*Problem description*:
Copy out the entries exactly, and wherever a picture appears, leave it out.

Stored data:
☆ ☆ ☆

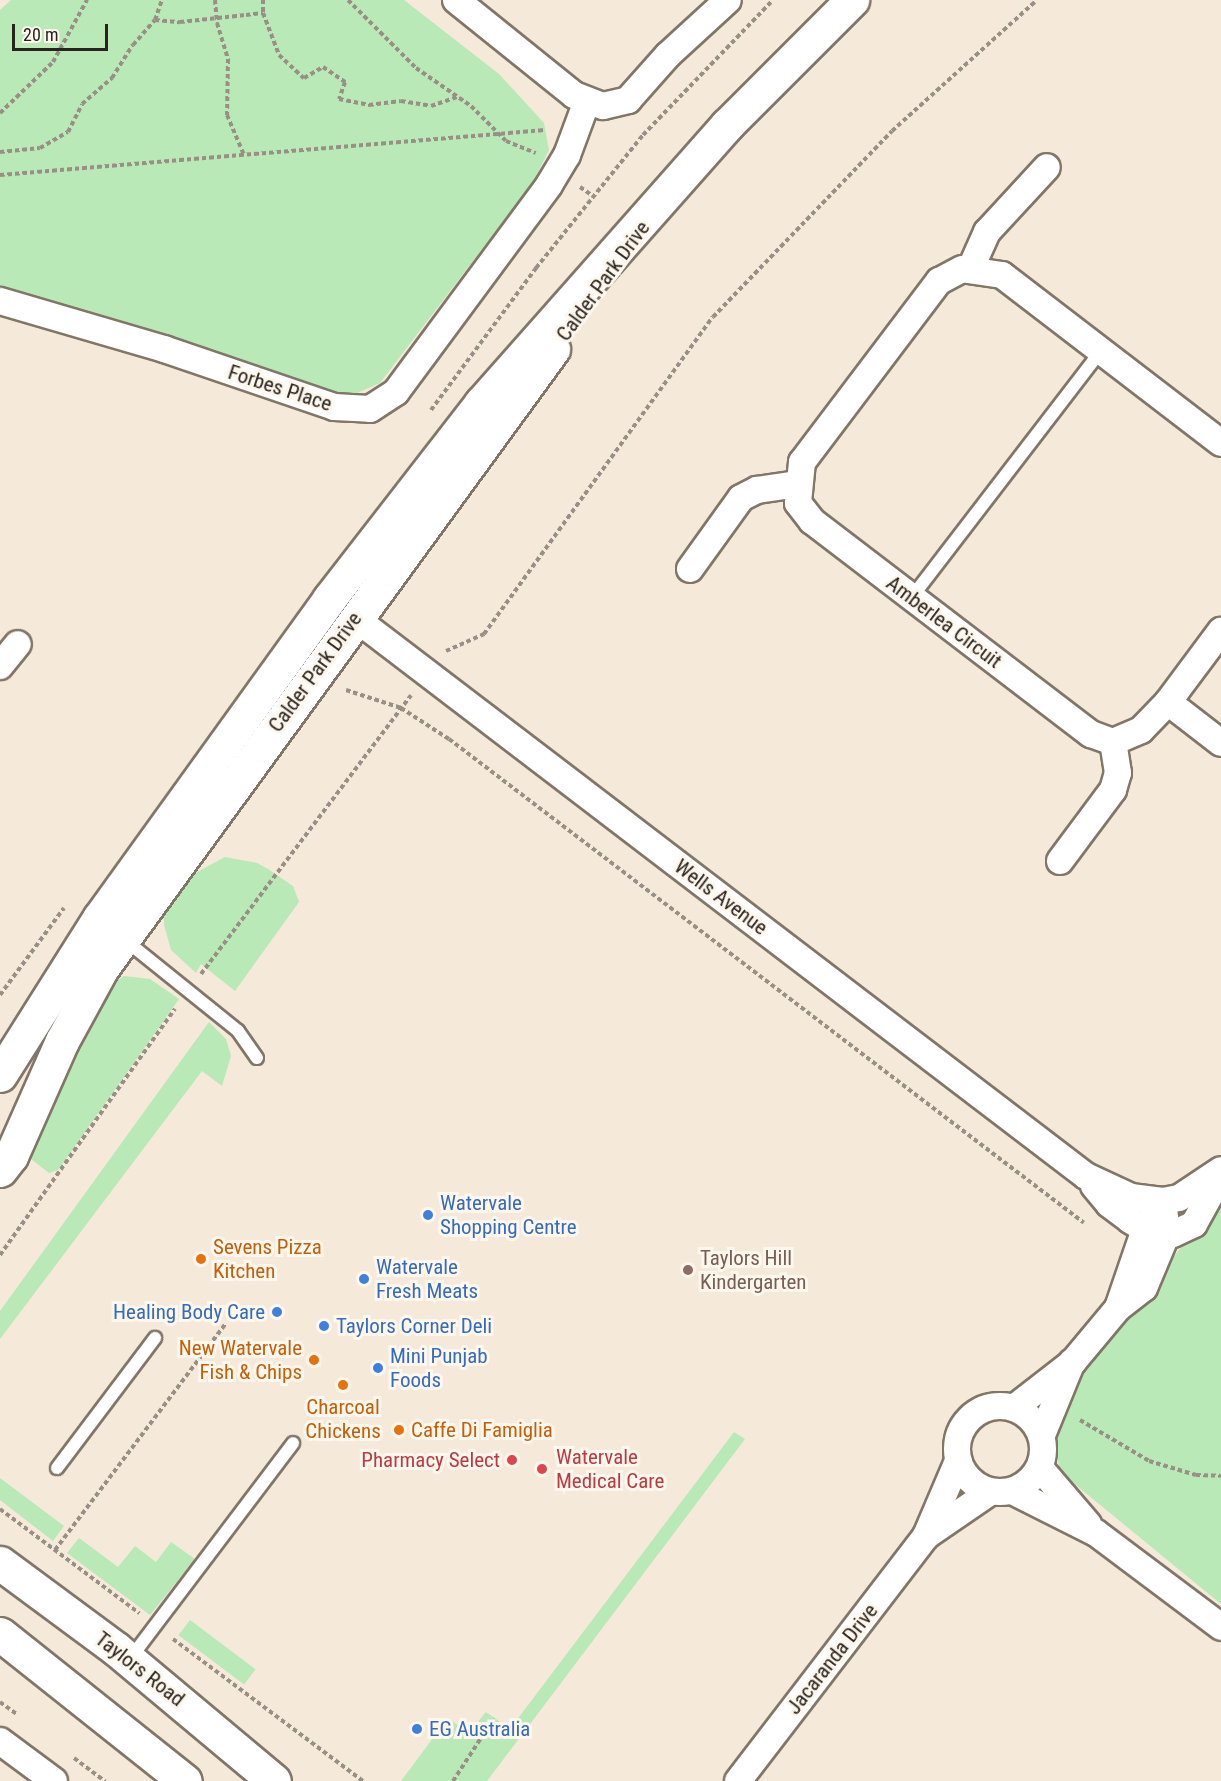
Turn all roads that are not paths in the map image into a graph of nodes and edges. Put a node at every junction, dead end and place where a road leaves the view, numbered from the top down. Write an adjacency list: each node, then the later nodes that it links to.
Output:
1 (456, 0): 4 (street)
2 (728, 0): 4 (street)
3 (852, 0): 13 (street, Calder Park Drive)
4 (587, 101): 7 (street, Forbes Place)
5 (1047, 167): 6 (street)
6 (970, 270): 8 (street); 10 (street)
7 (0, 301)
8 (1101, 351): 9 (street); 12 (lane)
9 (1221, 443)
10 (798, 484): 11 (street); 12 (street, Amberlea Circuit)
11 (690, 569)
12 (912, 597): 18 (street, Amberlea Circuit)
13 (342, 608): 21 (street, Calder Park Drive); 22 (street, Calder Park Drive); 28 (street, Wells Avenue)
14 (1221, 631): 17 (street)
15 (18, 644): 16 (street)
16 (0, 666)
17 (1168, 702): 18 (street); 19 (street)
18 (1113, 742): 20 (street)
19 (1221, 742)
20 (1060, 861)
21 (100, 917): 22 (street); 24 (street, Calder Park Drive)
22 (124, 939): 23 (lane); 25 (street, Calder Park Drive)
23 (257, 1058)
24 (0, 1075)
25 (0, 1170)
26 (1221, 1170): 29 (street)
27 (1221, 1175): 30 (street)
28 (1086, 1176): 29 (street, Wells Avenue); 30 (street, Wells Avenue)
29 (1163, 1202): 30 (street)
30 (1156, 1231): 32 (street)
31 (155, 1338): 37 (lane)
32 (1072, 1362): 33 (street); 34 (street)
33 (1014, 1408): 34 (street); 36 (street)
34 (1042, 1435): 38 (street)
35 (293, 1443): 45 (lane)
36 (958, 1461): 39 (street); 41 (street, Jacaranda Drive)
37 (57, 1468)
38 (1040, 1468): 39 (street); 40 (street)
39 (1001, 1492): 40 (street); 41 (street, Jacaranda Drive)
40 (1096, 1533): 43 (street)
41 (926, 1536): 50 (street, Jacaranda Drive)
42 (0, 1563): 45 (street, Taylors Road)
43 (1221, 1627)
44 (0, 1634): 48 (street)
45 (129, 1660): 49 (street, Taylors Road)
46 (0, 1742): 47 (street)
47 (54, 1781)
48 (185, 1781)
49 (274, 1781)
50 (738, 1781)

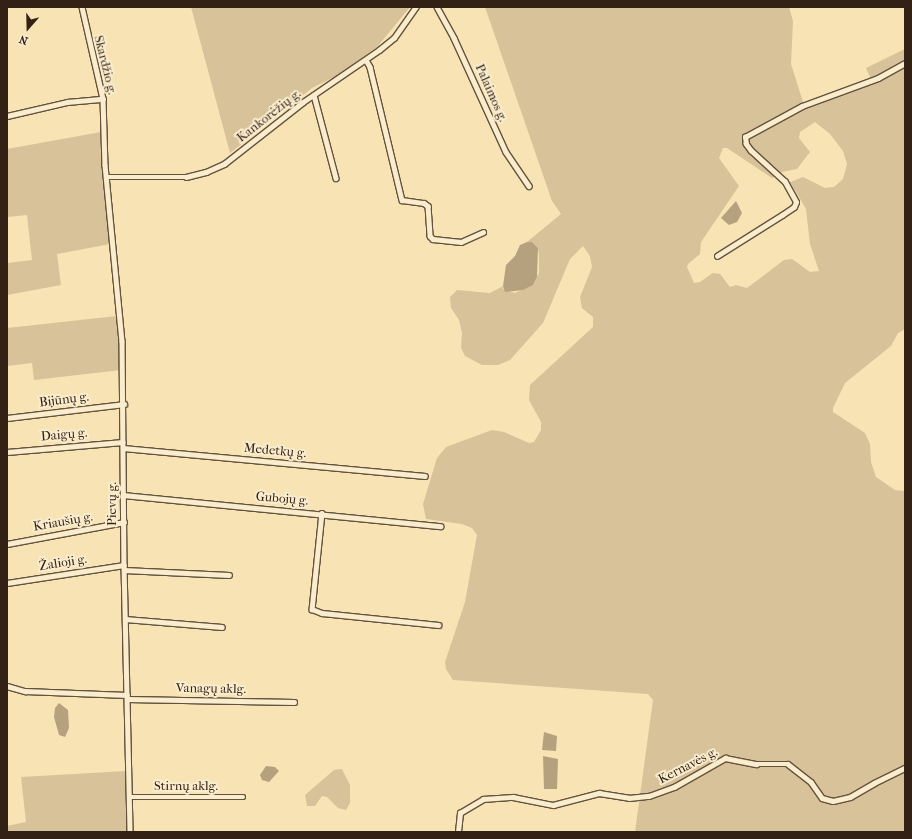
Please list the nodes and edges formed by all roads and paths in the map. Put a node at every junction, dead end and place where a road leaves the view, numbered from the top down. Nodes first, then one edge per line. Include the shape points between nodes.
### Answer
1 (82, 7) edge
2 (416, 7) edge
3 (437, 7) edge
4 (366, 60) junction
5 (905, 63) edge
6 (314, 95) junction
7 (103, 99) junction
8 (7, 116) edge
9 (106, 177) junction
10 (336, 178) dead end
11 (529, 186) dead end
12 (483, 232) dead end
13 (717, 256) dead end
14 (124, 404) junction
15 (7, 418) edge
16 (123, 442) junction
17 (123, 448) junction
18 (7, 452) edge
19 (425, 476) dead end
20 (123, 495) junction
21 (322, 513) junction
22 (124, 522) junction
23 (440, 526) dead end
24 (7, 544) edge
25 (124, 567) junction
26 (229, 575) dead end
27 (7, 583) edge
28 (125, 619) junction
29 (438, 625) dead end
30 (222, 627) dead end
31 (7, 686) edge
32 (127, 697) junction
33 (294, 702) dead end
34 (905, 768) edge
35 (129, 797) junction
36 (242, 797) dead end
37 (130, 832) edge
38 (458, 832) edge

1 - 7 street, Skardžio g.
2 - 4 street, Kankorėžių g. via 394,38
3 - 11 street, Palaimos g. via 454,38 506,152
4 - 6 street, Kankorėžių g.
4 - 12 street via 370,67 402,200 428,206 430,236 433,239 461,242
5 - 13 street via 878,78 802,106 745,137 751,151 785,182 796,202 794,207
6 - 9 street, Kankorėžių g. via 224,164 206,172 186,177
6 - 10 street
7 - 8 street via 67,102
7 - 9 street, Skardžio g.
9 - 14 street, Pievų g. via 122,341
14 - 15 street, Bijūnų g.
14 - 16 street, Pievų g.
16 - 17 street, Pievų g.
16 - 18 street, Daigų g.
17 - 19 street, Medetkų g.
17 - 20 street, Pievų g.
20 - 21 street, Gubojų g.
20 - 22 street, Pievų g.
21 - 23 street, Gubojų g.
21 - 29 street via 312,608 322,613
22 - 24 street, Kriaušių g.
22 - 25 street, Pievų g.
25 - 26 street, Žalioji g.
25 - 27 street, Žalioji g.
25 - 28 street, Pievų g.
28 - 30 street
28 - 32 street, Pievų g.
31 - 32 street, Vanagų aklg. via 25,690
32 - 33 street, Vanagų aklg.
32 - 35 street, Pievų g.
34 - 38 street, Kernavės g. via 874,782 850,797 833,801 822,798 811,782 788,764 756,764 725,758 674,788 649,796 629,798 599,793 553,805 513,797 483,799 460,813
35 - 36 street, Stirnų aklg.
35 - 37 street, Pievų g.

☆ ☆ ☆

*Answer to this exercise*:
Turn all roads that are not paths in the map image into a graph of nodes and edges. Put a node at every junction, dead end and place where a road leaves the view, numbered from the top down. Write an adjacency list: each node, then the later nodes that it links to.
Output:
1 (456, 0): 4 (street)
2 (728, 0): 4 (street)
3 (852, 0): 13 (street, Calder Park Drive)
4 (587, 101): 7 (street, Forbes Place)
5 (1047, 167): 6 (street)
6 (970, 270): 8 (street); 10 (street)
7 (0, 301)
8 (1101, 351): 9 (street); 12 (lane)
9 (1221, 443)
10 (798, 484): 11 (street); 12 (street, Amberlea Circuit)
11 (690, 569)
12 (912, 597): 18 (street, Amberlea Circuit)
13 (342, 608): 21 (street, Calder Park Drive); 22 (street, Calder Park Drive); 28 (street, Wells Avenue)
14 (1221, 631): 17 (street)
15 (18, 644): 16 (street)
16 (0, 666)
17 (1168, 702): 18 (street); 19 (street)
18 (1113, 742): 20 (street)
19 (1221, 742)
20 (1060, 861)
21 (100, 917): 22 (street); 24 (street, Calder Park Drive)
22 (124, 939): 23 (lane); 25 (street, Calder Park Drive)
23 (257, 1058)
24 (0, 1075)
25 (0, 1170)
26 (1221, 1170): 29 (street)
27 (1221, 1175): 30 (street)
28 (1086, 1176): 29 (street, Wells Avenue); 30 (street, Wells Avenue)
29 (1163, 1202): 30 (street)
30 (1156, 1231): 32 (street)
31 (155, 1338): 37 (lane)
32 (1072, 1362): 33 (street); 34 (street)
33 (1014, 1408): 34 (street); 36 (street)
34 (1042, 1435): 38 (street)
35 (293, 1443): 45 (lane)
36 (958, 1461): 39 (street); 41 (street, Jacaranda Drive)
37 (57, 1468)
38 (1040, 1468): 39 (street); 40 (street)
39 (1001, 1492): 40 (street); 41 (street, Jacaranda Drive)
40 (1096, 1533): 43 (street)
41 (926, 1536): 50 (street, Jacaranda Drive)
42 (0, 1563): 45 (street, Taylors Road)
43 (1221, 1627)
44 (0, 1634): 48 (street)
45 (129, 1660): 49 (street, Taylors Road)
46 (0, 1742): 47 (street)
47 (54, 1781)
48 (185, 1781)
49 (274, 1781)
50 (738, 1781)

Please list the nodes and edges formed by all roads and paths in the map. Put a node at every junction, dead end and place where a road leaves the view, numbered from the top down. Nodes first, then one edge per line. Include the shape points between nodes.
### Answer
1 (82, 7) edge
2 (416, 7) edge
3 (437, 7) edge
4 (366, 60) junction
5 (905, 63) edge
6 (314, 95) junction
7 (103, 99) junction
8 (7, 116) edge
9 (106, 177) junction
10 (336, 178) dead end
11 (529, 186) dead end
12 (483, 232) dead end
13 (717, 256) dead end
14 (124, 404) junction
15 (7, 418) edge
16 (123, 442) junction
17 (123, 448) junction
18 (7, 452) edge
19 (425, 476) dead end
20 (123, 495) junction
21 (322, 513) junction
22 (124, 522) junction
23 (440, 526) dead end
24 (7, 544) edge
25 (124, 567) junction
26 (229, 575) dead end
27 (7, 583) edge
28 (125, 619) junction
29 (438, 625) dead end
30 (222, 627) dead end
31 (7, 686) edge
32 (127, 697) junction
33 (294, 702) dead end
34 (905, 768) edge
35 (129, 797) junction
36 (242, 797) dead end
37 (130, 832) edge
38 (458, 832) edge

1 - 7 street, Skardžio g.
2 - 4 street, Kankorėžių g. via 394,38
3 - 11 street, Palaimos g. via 454,38 506,152
4 - 6 street, Kankorėžių g.
4 - 12 street via 370,67 402,200 428,206 430,236 433,239 461,242
5 - 13 street via 878,78 802,106 745,137 751,151 785,182 796,202 794,207
6 - 9 street, Kankorėžių g. via 224,164 206,172 186,177
6 - 10 street
7 - 8 street via 67,102
7 - 9 street, Skardžio g.
9 - 14 street, Pievų g. via 122,341
14 - 15 street, Bijūnų g.
14 - 16 street, Pievų g.
16 - 17 street, Pievų g.
16 - 18 street, Daigų g.
17 - 19 street, Medetkų g.
17 - 20 street, Pievų g.
20 - 21 street, Gubojų g.
20 - 22 street, Pievų g.
21 - 23 street, Gubojų g.
21 - 29 street via 312,608 322,613
22 - 24 street, Kriaušių g.
22 - 25 street, Pievų g.
25 - 26 street, Žalioji g.
25 - 27 street, Žalioji g.
25 - 28 street, Pievų g.
28 - 30 street
28 - 32 street, Pievų g.
31 - 32 street, Vanagų aklg. via 25,690
32 - 33 street, Vanagų aklg.
32 - 35 street, Pievų g.
34 - 38 street, Kernavės g. via 874,782 850,797 833,801 822,798 811,782 788,764 756,764 725,758 674,788 649,796 629,798 599,793 553,805 513,797 483,799 460,813
35 - 36 street, Stirnų aklg.
35 - 37 street, Pievų g.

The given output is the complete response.